Clouse also pointed to a “complementary” fit for Rao’s sauces, described as “ultra-distinctive”, sitting together with the Prego range of Italian, pizza and pesto sauces.
“The two businesses really do not interact or compete. It’s a different consumer, different occasion,” he explained. “We still have tremendous confidence that Prego, within the mainstream segment, is going to continue to be a significant growth contributor.”
Campbell expects to reap annual run-rate “cost synergies” of about $50m from the Sovos Brands’ deal over the next two years. Two-thirds are slated to come from a reduction in SG&A expenses and the remainder from the supply chain in terms of “greater scale in sourcing and procurement and efficiency gains and cost savings in our operations network”.
CFO Carrie Anderson said Campbell is likely to incur $90m of integration costs over the next two years, split 70:30 between operating expenses and capital expenditure.

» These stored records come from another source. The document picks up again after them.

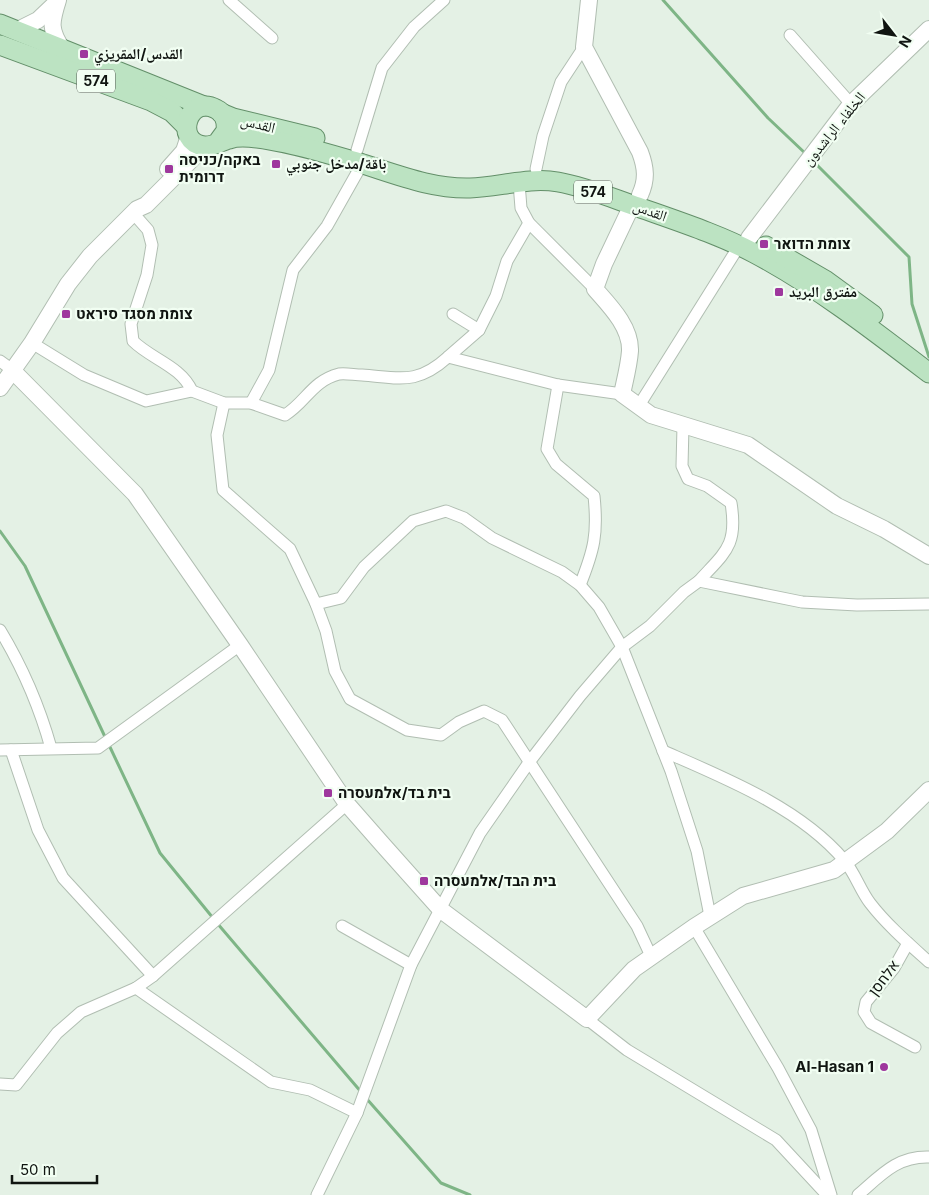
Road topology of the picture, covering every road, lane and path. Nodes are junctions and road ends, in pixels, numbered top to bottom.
1 (58, 0) edge
2 (229, 0) edge
3 (444, 0) edge
4 (588, 0) edge
5 (8, 28) edge
6 (929, 29) edge
7 (790, 35) dead end
8 (272, 38) dead end
9 (0, 45) edge
10 (584, 47) junction
11 (62, 50) junction
12 (851, 104) junction
13 (204, 106) junction
14 (221, 113) junction
15 (188, 131) junction
16 (215, 144) junction
17 (359, 157) junction
18 (536, 170) junction
19 (518, 183) junction
20 (636, 200) junction
21 (135, 211) junction
22 (529, 224) junction
23 (743, 244) junction
24 (595, 290) junction
25 (454, 314) dead end
26 (479, 330) junction
27 (32, 343) junction
28 (448, 357) junction
29 (929, 358) edge
30 (6, 365) edge
31 (929, 373) edge
32 (558, 384) junction
33 (0, 388) edge
34 (192, 391) junction
35 (622, 394) junction
36 (224, 403) junction
37 (251, 404) junction
38 (638, 407) junction
39 (683, 426) junction
40 (929, 556) edge
41 (699, 581) junction
42 (580, 585) junction
43 (316, 604) junction
44 (929, 604) edge
45 (0, 630) edge
46 (240, 645) junction
47 (622, 647) junction
48 (51, 748) junction
49 (5, 750) edge
50 (663, 751) junction
51 (530, 761) junction
52 (929, 790) edge
53 (347, 804) junction
54 (845, 861) junction
55 (440, 910) junction
56 (710, 916) junction
57 (342, 926) dead end
58 (694, 927) junction
59 (908, 943) junction
60 (651, 956) junction
61 (929, 962) edge
62 (411, 964) junction
63 (153, 976) junction
64 (136, 988) junction
65 (587, 1020) junction
66 (916, 1047) dead end
67 (0, 1084) edge
68 (358, 1113) junction
69 (929, 1156) edge
70 (321, 1194) edge
71 (827, 1195) edge
72 (831, 1195) edge
73 (858, 1195) edge

1 - 5 street
1 - 11 street
2 - 8 street
3 - 17 street
4 - 10 street
5 - 11 main road, 574
6 - 12 street, الخلفاء الراشدون
7 - 12 street
9 - 15 main road, 574
10 - 18 street
10 - 20 street
11 - 13 main road, 574
12 - 23 street, الخلفاء الراشدون
13 - 14 main road, 574
13 - 15 main road
14 - 16 main road
14 - 17 main road, القدس / 574
15 - 16 main road, 574
15 - 21 street
16 - 17 main road, القدس / 574
16 - 21 street
17 - 18 main road, القدس / 574
17 - 19 main road, القدس / 574
17 - 37 street
18 - 20 main road, القدس / 574
19 - 20 main road, القدس / 574
19 - 22 street
20 - 23 main road, القدس / 574
20 - 24 street
21 - 27 street
21 - 34 street
22 - 24 street
22 - 26 street
23 - 29 main road, القدس / 574
23 - 31 main road, القدس / 574
23 - 38 street
24 - 35 street
25 - 26 street
26 - 28 street
27 - 30 street
27 - 34 street
28 - 32 street
28 - 37 street
30 - 33 street
30 - 46 street
32 - 35 street
32 - 42 street
34 - 36 street
35 - 38 street
36 - 37 street
36 - 43 street
38 - 39 street
39 - 40 street
39 - 41 street
41 - 44 street
41 - 47 street
42 - 43 street
42 - 47 street
43 - 51 street
45 - 48 street
46 - 48 street
46 - 53 street
47 - 50 street
47 - 51 street
48 - 49 street
49 - 63 street
50 - 54 street
50 - 56 street
51 - 55 street
51 - 60 street
52 - 54 street
53 - 55 street
53 - 63 street
54 - 56 street
54 - 59 street
55 - 62 street
55 - 65 street
56 - 58 street
57 - 62 street
58 - 60 street
58 - 72 street
59 - 61 street
59 - 66 street, אלחסן
60 - 65 street
62 - 68 street
63 - 64 street
64 - 67 street
64 - 68 street
65 - 71 street
68 - 70 street
69 - 73 street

“This acquisition is a powerful combination that we believe will fuel earnings growth, and it aligns with and advances Campbell’s focused strategic roadmap,” Clouse said in his presentation. “In addition, it strengthens and diversifies our meals and beverages division with fast-growing premium brands that provide a significant runway for further growth and expansion into near and adjacent categories.
“Although frozen meals and pizza are new categories for us, the frozen route to market is not. We will have the ability to build scale utilising our existing Pepperidge Farms frozen portfolio, generating synergy across both businesses.”

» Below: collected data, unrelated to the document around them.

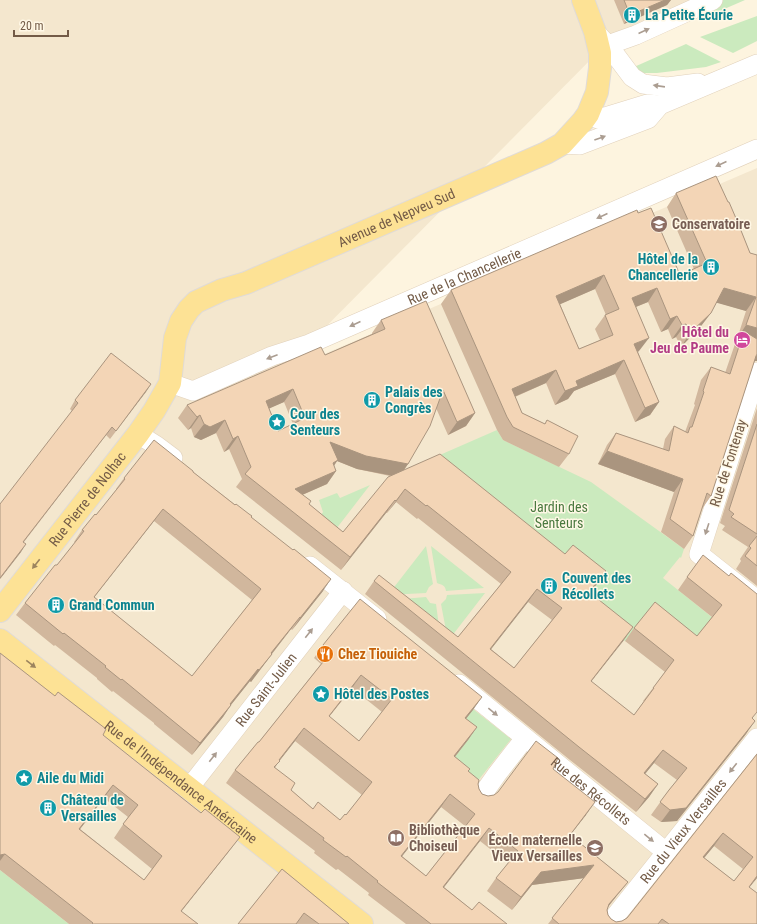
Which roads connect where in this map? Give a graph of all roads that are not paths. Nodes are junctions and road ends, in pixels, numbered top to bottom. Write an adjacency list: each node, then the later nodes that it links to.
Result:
1 (583, 0): 3 (main road, Avenue de Nepveu Sud)
2 (712, 0): 3 (street, one-way to 2)
3 (601, 38): 5 (street, one-way to 3); 7 (main road, Avenue de Nepveu Sud)
4 (757, 64): 5 (street)
5 (725, 79): 6 (street)
6 (660, 105): 7 (street); 8 (street, one-way to 6)
7 (588, 114): 8 (main road, Avenue de Nepveu Sud)
8 (562, 144): 11 (main road, Avenue de Nepveu Sud)
9 (757, 149): 11 (street, Rue de la Chancellerie, one-way to 11)
10 (757, 372): 12 (street, Rue de Fontenay)
11 (170, 384): 13 (main road, Rue Pierre de Nolhac)
12 (752, 408): 17 (street, Rue de Fontenay, one-way to 17)
13 (138, 434): 14 (street); 18 (main road, Rue Pierre de Nolhac, one-way to 18)
14 (188, 470)
15 (299, 558): 16 (street)
16 (343, 591): 19 (street); 24 (street, Rue Saint-Julien, one-way to 16)
17 (757, 600)
18 (0, 611)
19 (389, 628)
20 (0, 640): 24 (main road, Rue de l'Indépendance Américaine, one-way to 24)
21 (445, 673): 22 (street, Rue des Récollets, one-way to 22)
22 (526, 738): 25 (street); 26 (street, Rue des Récollets, one-way to 26)
23 (757, 738): 26 (street, Rue du Vieux Versailles, one-way to 26)
24 (189, 788): 27 (main road, Rue de l'Indépendance Américaine)
25 (480, 798)
26 (666, 852): 28 (street, Rue du Vieux Versailles)
27 (362, 924)
28 (609, 924)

Colorado-based Sovos Brands, set up in 2017 by private-equity firm Advent International, is aiming to increase sales of Rao’s sauces to $1bn, the company said in May in conjunction with its first-quarter results.

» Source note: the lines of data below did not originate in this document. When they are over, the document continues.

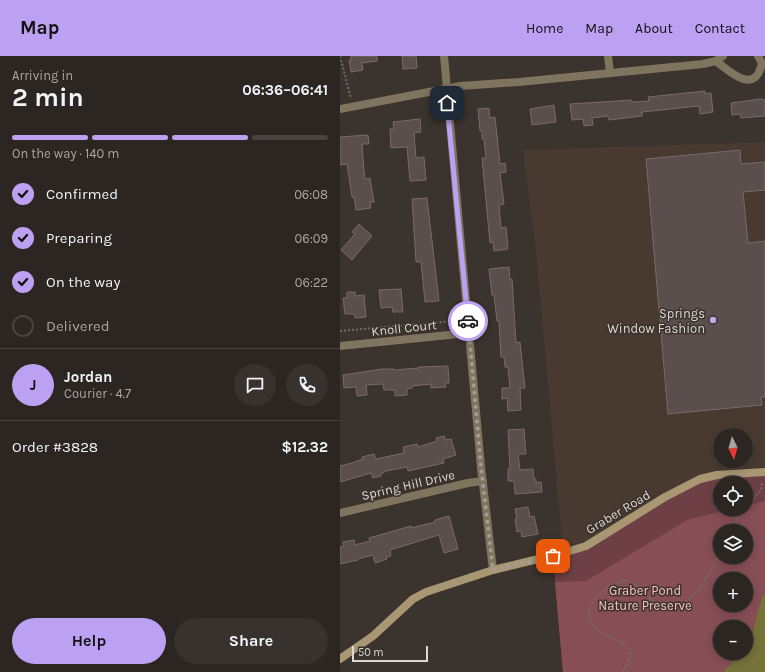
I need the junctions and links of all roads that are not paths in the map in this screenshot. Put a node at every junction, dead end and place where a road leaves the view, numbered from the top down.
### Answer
1 (444, 56) edge
2 (608, 56) edge
3 (723, 56) edge
4 (758, 56) edge
5 (716, 61) junction
6 (610, 73) junction
7 (446, 88) junction
8 (340, 109) edge
9 (469, 333) junction
10 (340, 346) edge
11 (763, 472) edge
12 (483, 481) junction
13 (340, 514) edge
14 (493, 570) junction
15 (340, 659) edge

1 - 7 street
2 - 6 street
3 - 5 street
4 - 5 street
5 - 6 street
6 - 7 street
7 - 8 street
7 - 9 street
9 - 10 street, Knoll Court
9 - 12 street
11 - 14 street, Graber Road
12 - 13 street, Spring Hill Drive
12 - 14 street
14 - 15 street, Graber Road

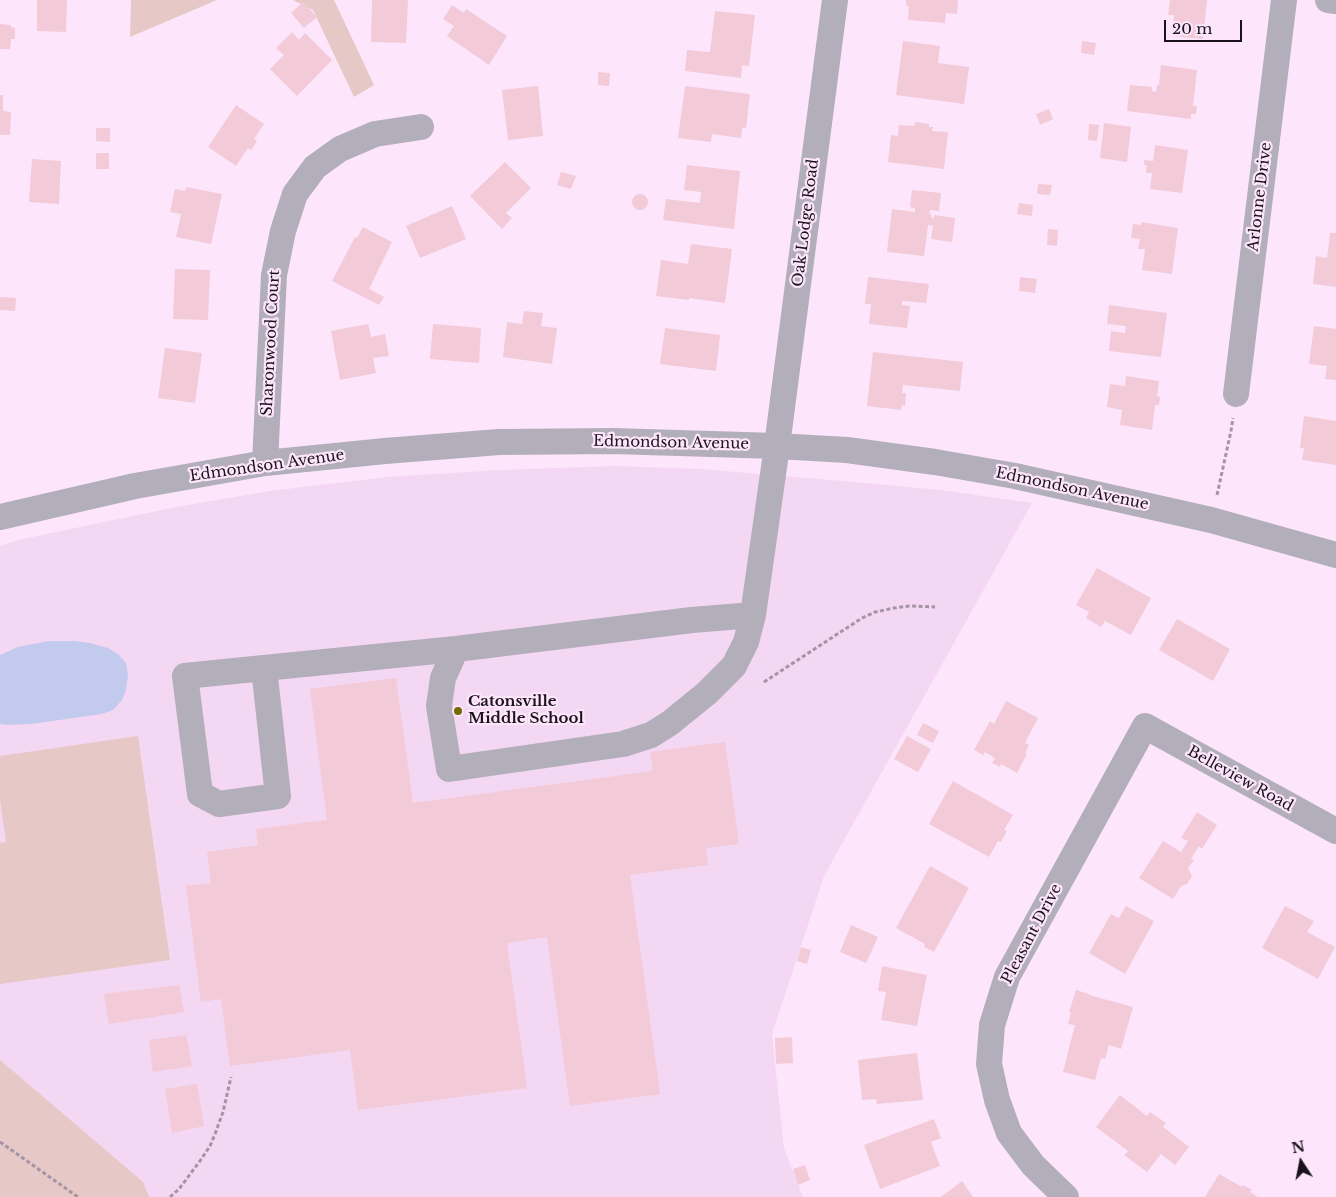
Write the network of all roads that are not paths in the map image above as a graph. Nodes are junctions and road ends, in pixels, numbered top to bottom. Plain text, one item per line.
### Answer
1 (835, 0) edge
2 (1284, 0) edge
3 (1328, 0) edge
4 (1336, 1) edge
5 (421, 127) dead end
6 (1236, 394) road end
7 (778, 446) junction
8 (264, 463) junction
9 (0, 517) edge
10 (1336, 555) edge
11 (753, 615) junction
12 (456, 649) junction
13 (264, 668) junction
14 (1145, 726) joint
15 (1336, 831) edge
16 (1066, 1197) edge

1 - 7 street, Oak Lodge Road
2 - 6 street, Arlonne Drive
3 - 4 street
5 - 8 street, Sharonwood Court
7 - 8 street, Edmondson Avenue
7 - 10 street, Edmondson Avenue
7 - 11 street, Oak Lodge Road
8 - 9 street, Edmondson Avenue
11 - 12 street
11 - 12 street, Oak Lodge Road
12 - 13 street
13 - 13 street
14 - 15 street, Belleview Road
14 - 16 street, Pleasant Drive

The latest numbers came out today. Organic sales for the three months to 1 July rose 16.3% (10.2% reported) to $217.6m. Rao’s sauces notched up $154.9m, up 29.3%. Year-to-date group sales were $470.4m.
Sovos Brands’ volumes again bucked the industry trend, rising 8.9% in the second quarter, with pricing growth of 7.4%. The gross profit margin increased 460 basis points to 32.5%, while net income turned to a $5.4m profit from a $30.2m loss.
Clouse was asked for his view on the potential “runway” left for growth in the Rao’s sauces brand.
He honed in on the average “velocities” for the brand’s SKUs, which he said were 60% higher than other similar units.
“Right now, when I look at distribution, their top five SKUs have an 80% or so distribution, but the next five are about 20 points below that. And these are still very, very high-velocity items,” Clouse explained.
“Even in the existing SKUs today, there is a significant distribution opportunity in the near-term horizon. Then as I think about the next piece of the puzzle for us, the business today is still at only about 14% household penetration with relatively low awareness. The equity over time is where we think we can really bring value that then gives us the opportunity to expand that household penetration.
“When I look at frozen meals and pizza, when I look at pasta and soup where they’re just getting started now, we see a tremendous runway ahead.”